**Task statement:** Write out every line from the listing below where the string "Number" is found.

───── Task data

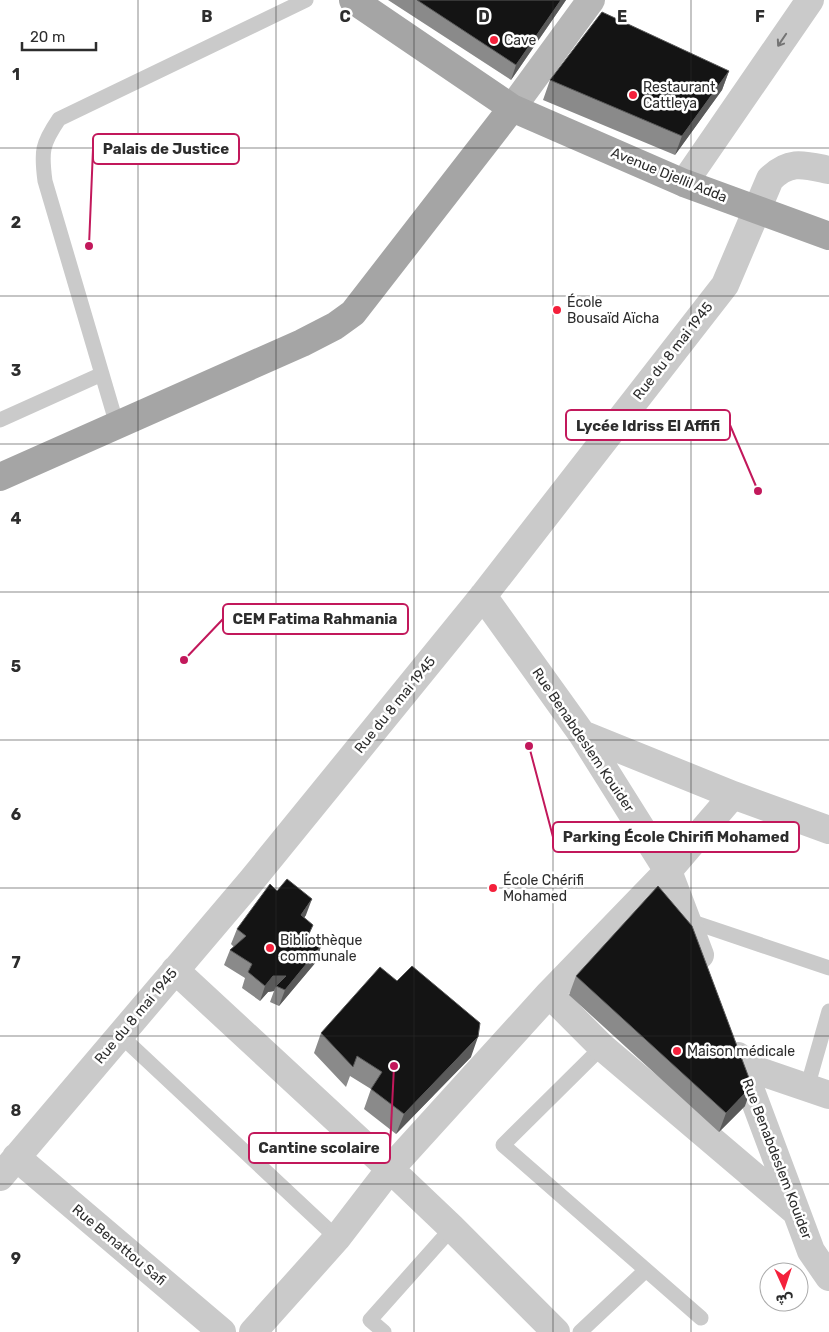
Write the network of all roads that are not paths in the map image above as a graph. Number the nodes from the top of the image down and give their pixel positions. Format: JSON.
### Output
{"nodes":[{"id":1,"x":306,"y":0,"type":"edge"},
{"id":2,"x":353,"y":0,"type":"edge"},
{"id":3,"x":591,"y":0,"type":"edge"},
{"id":4,"x":810,"y":0,"type":"edge"},
{"id":5,"x":512,"y":108,"type":"junction"},
{"id":6,"x":829,"y":170,"type":"edge"},
{"id":7,"x":684,"y":183,"type":"junction"},
{"id":8,"x":757,"y":210,"type":"junction"},
{"id":9,"x":829,"y":236,"type":"edge"},
{"id":10,"x":102,"y":374,"type":"junction"},
{"id":11,"x":0,"y":420,"type":"edge"},
{"id":12,"x":117,"y":425,"type":"junction"},
{"id":13,"x":0,"y":477,"type":"edge"},
{"id":14,"x":483,"y":596,"type":"junction"},
{"id":15,"x":582,"y":734,"type":"junction"},
{"id":16,"x":733,"y":795,"type":"junction"},
{"id":17,"x":829,"y":830,"type":"edge"},
{"id":18,"x":668,"y":870,"type":"junction"},
{"id":19,"x":687,"y":920,"type":"junction"},
{"id":20,"x":829,"y":968,"type":"edge"},
{"id":21,"x":175,"y":970,"type":"junction"},
{"id":22,"x":707,"y":975,"type":"edge"},
{"id":23,"x":549,"y":994,"type":"junction"},
{"id":24,"x":829,"y":1011,"type":"edge"},
{"id":25,"x":728,"y":1029,"type":"edge"},
{"id":26,"x":120,"y":1035,"type":"junction"},
{"id":27,"x":602,"y":1048,"type":"junction"},
{"id":28,"x":741,"y":1065,"type":"junction"},
{"id":29,"x":818,"y":1092,"type":"edge"},
{"id":30,"x":8,"y":1167,"type":"edge"},
{"id":31,"x":390,"y":1168,"type":"junction"},
{"id":32,"x":796,"y":1212,"type":"junction"},
{"id":33,"x":452,"y":1228,"type":"junction"},
{"id":34,"x":336,"y":1238,"type":"junction"},
{"id":35,"x":820,"y":1253,"type":"edge"},
{"id":36,"x":646,"y":1270,"type":"junction"},
{"id":37,"x":829,"y":1277,"type":"edge"},
{"id":38,"x":701,"y":1318,"type":"dead end"},
{"id":39,"x":222,"y":1332,"type":"edge"},
{"id":40,"x":253,"y":1332,"type":"edge"},
{"id":41,"x":384,"y":1332,"type":"edge"},
{"id":42,"x":556,"y":1332,"type":"edge"},
{"id":43,"x":580,"y":1332,"type":"edge"}],
"edges":[{"from":1,"to":10,"type":"lane"},
{"from":2,"to":5,"type":"main road","name":"Avenue Djellil Adda"},
{"from":3,"to":5,"type":"main road"},
{"from":4,"to":7,"type":"street","one_way":true},
{"from":5,"to":7,"type":"main road","name":"Avenue Djellil Adda"},
{"from":5,"to":12,"type":"main road"},
{"from":6,"to":8,"type":"street","name":"Rue du 8 mai 1945"},
{"from":7,"to":8,"type":"main road","name":"Avenue Djellil Adda"},
{"from":8,"to":9,"type":"main road","name":"Avenue Djellil Adda"},
{"from":8,"to":14,"type":"street","name":"Rue du 8 mai 1945"},
{"from":10,"to":11,"type":"lane"},
{"from":10,"to":12,"type":"lane"},
{"from":12,"to":13,"type":"main road"},
{"from":14,"to":15,"type":"street","name":"Rue Benabdeslem Kouider"},
{"from":14,"to":21,"type":"street","name":"Rue du 8 mai 1945"},
{"from":15,"to":16,"type":"street"},
{"from":15,"to":18,"type":"street","name":"Rue Benabdeslem Kouider"},
{"from":16,"to":17,"type":"street"},
{"from":16,"to":18,"type":"street"},
{"from":18,"to":19,"type":"street","name":"Rue Benabdeslem Kouider"},
{"from":18,"to":23,"type":"street"},
{"from":19,"to":20,"type":"lane"},
{"from":19,"to":22,"type":"street","name":"Rue Benabdeslem Kouider"},
{"from":21,"to":26,"type":"street","name":"Rue du 8 mai 1945"},
{"from":21,"to":31,"type":"street"},
{"from":23,"to":27,"type":"street"},
{"from":23,"to":31,"type":"street"},
{"from":24,"to":29,"type":"lane"},
{"from":25,"to":28,"type":"street","name":"Rue Benabdeslem Kouider"},
{"from":26,"to":30,"type":"street","name":"Rue du 8 mai 1945"},
{"from":26,"to":34,"type":"lane"},
{"from":27,"to":32,"type":"street"},
{"from":27,"to":36,"type":"lane"},
{"from":28,"to":29,"type":"street"},
{"from":28,"to":32,"type":"street","name":"Rue Benabdeslem Kouider"},
{"from":30,"to":39,"type":"street","name":"Rue Benattou Safi"},
{"from":31,"to":33,"type":"street"},
{"from":31,"to":34,"type":"street"},
{"from":32,"to":35,"type":"street","name":"Rue Benabdeslem Kouider"},
{"from":33,"to":41,"type":"lane"},
{"from":33,"to":42,"type":"street"},
{"from":34,"to":40,"type":"street"},
{"from":35,"to":37,"type":"street","name":"Rue Benabdeslem Kouider"},
{"from":36,"to":38,"type":"lane"},
{"from":36,"to":43,"type":"lane"}]}
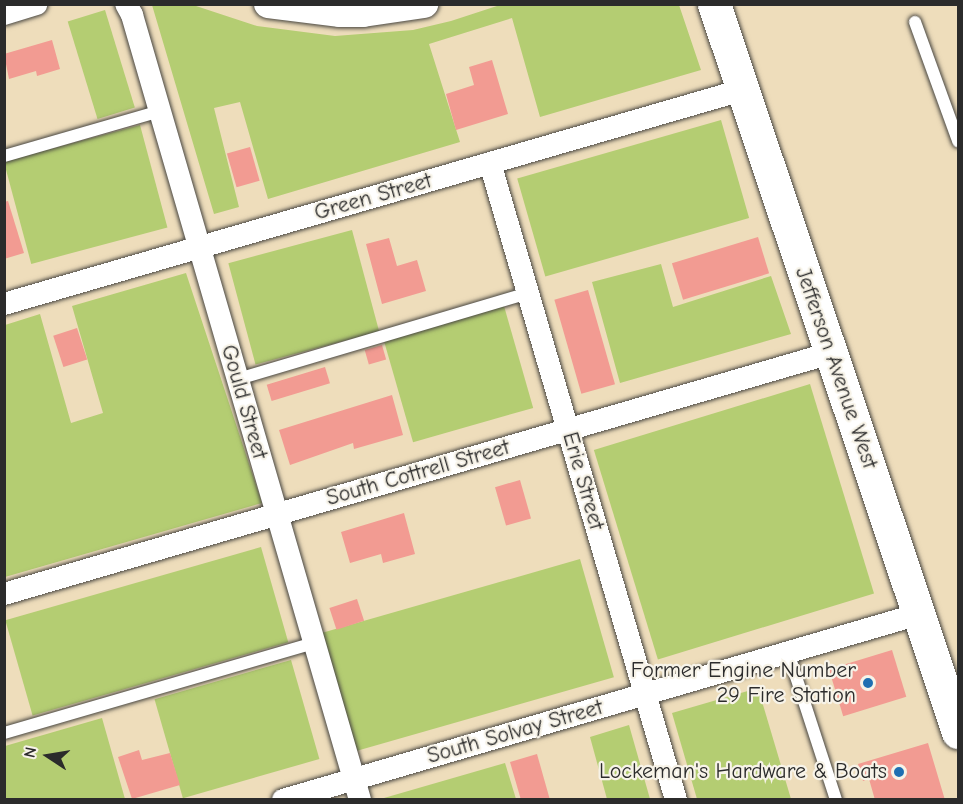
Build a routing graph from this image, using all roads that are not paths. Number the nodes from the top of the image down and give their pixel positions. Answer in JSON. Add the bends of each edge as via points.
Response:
{"nodes":[{"id":1,"x":36,"y":4,"type":"edge"},
{"id":2,"x":126,"y":4,"type":"edge"},
{"id":3,"x":268,"y":4,"type":"edge"},
{"id":4,"x":424,"y":4,"type":"edge"},
{"id":5,"x":714,"y":4,"type":"edge"},
{"id":6,"x":4,"y":14,"type":"edge"},
{"id":7,"x":915,"y":22,"type":"dead end"},
{"id":8,"x":742,"y":90,"type":"junction"},
{"id":9,"x":160,"y":111,"type":"junction"},
{"id":10,"x":958,"y":141,"type":"edge"},
{"id":11,"x":4,"y":156,"type":"edge"},
{"id":12,"x":490,"y":163,"type":"junction"},
{"id":13,"x":200,"y":248,"type":"junction"},
{"id":14,"x":528,"y":293,"type":"junction"},
{"id":15,"x":4,"y":304,"type":"edge"},
{"id":16,"x":831,"y":353,"type":"junction"},
{"id":17,"x":238,"y":379,"type":"junction"},
{"id":18,"x":568,"y":429,"type":"junction"},
{"id":19,"x":277,"y":513,"type":"junction"},
{"id":20,"x":4,"y":594,"type":"edge"},
{"id":21,"x":919,"y":614,"type":"junction"},
{"id":22,"x":314,"y":643,"type":"junction"},
{"id":23,"x":788,"y":652,"type":"junction"},
{"id":24,"x":646,"y":694,"type":"junction"},
{"id":25,"x":958,"y":732,"type":"edge"},
{"id":26,"x":4,"y":733,"type":"edge"},
{"id":27,"x":357,"y":789,"type":"edge"},
{"id":28,"x":284,"y":800,"type":"edge"},
{"id":29,"x":676,"y":800,"type":"edge"},
{"id":30,"x":836,"y":800,"type":"edge"}],
"edges":[{"from":1,"to":6,"type":"street"},
{"from":2,"to":9,"type":"street","name":"Gould Street"},
{"from":3,"to":4,"type":"street","via":[[340,13]]},
{"from":5,"to":8,"type":"main road","name":"Jefferson Avenue West"},
{"from":7,"to":10,"type":"lane"},
{"from":8,"to":12,"type":"street","name":"Green Street"},
{"from":8,"to":16,"type":"main road","name":"Jefferson Avenue West"},
{"from":9,"to":11,"type":"lane"},
{"from":9,"to":13,"type":"street","name":"Gould Street"},
{"from":12,"to":13,"type":"street","name":"Green Street"},
{"from":12,"to":14,"type":"street","name":"Erie Street"},
{"from":13,"to":15,"type":"street","name":"Green Street"},
{"from":13,"to":17,"type":"street","name":"Gould Street"},
{"from":14,"to":17,"type":"lane"},
{"from":14,"to":18,"type":"street","name":"Erie Street"},
{"from":16,"to":18,"type":"street","name":"South Cottrell Street"},
{"from":16,"to":21,"type":"main road","name":"Jefferson Avenue West"},
{"from":17,"to":19,"type":"street","name":"Gould Street"},
{"from":18,"to":19,"type":"street","name":"South Cottrell Street"},
{"from":18,"to":24,"type":"street","name":"Erie Street"},
{"from":19,"to":20,"type":"street","name":"South Cottrell Street"},
{"from":19,"to":22,"type":"street","name":"Gould Street"},
{"from":21,"to":23,"type":"street","name":"South Solvay Street"},
{"from":21,"to":25,"type":"main road","name":"Jefferson Avenue West"},
{"from":22,"to":26,"type":"lane"},
{"from":22,"to":27,"type":"street","name":"Gould Street"},
{"from":23,"to":24,"type":"street","name":"South Solvay Street"},
{"from":23,"to":30,"type":"lane"},
{"from":24,"to":27,"type":"street","name":"South Solvay Street"},
{"from":24,"to":29,"type":"street","name":"Erie Street"},
{"from":27,"to":28,"type":"street","name":"South Solvay Street"}]}
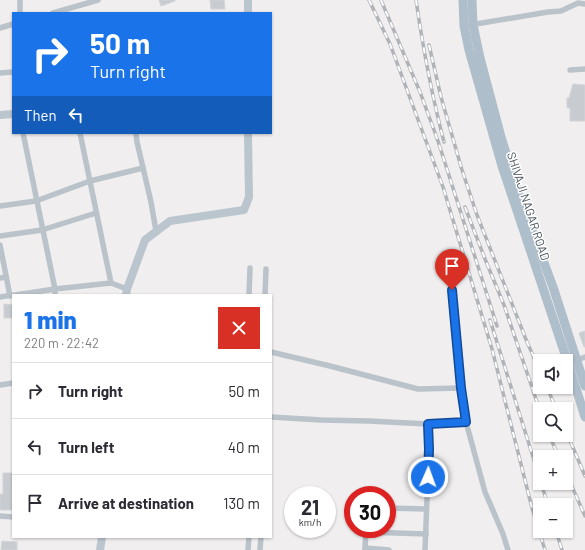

──────────

**Completed exercise:**
Write the network of all roads that are not paths in the map image above as a graph. Number the nodes from the top of the image down and give their pixel positions. Format: JSON.
Build a routing graph from this image, using all roads that are not paths. Number the nodes from the top of the image down and give their pixel positions. Answer in JSON. Add the bends of each edge as via points.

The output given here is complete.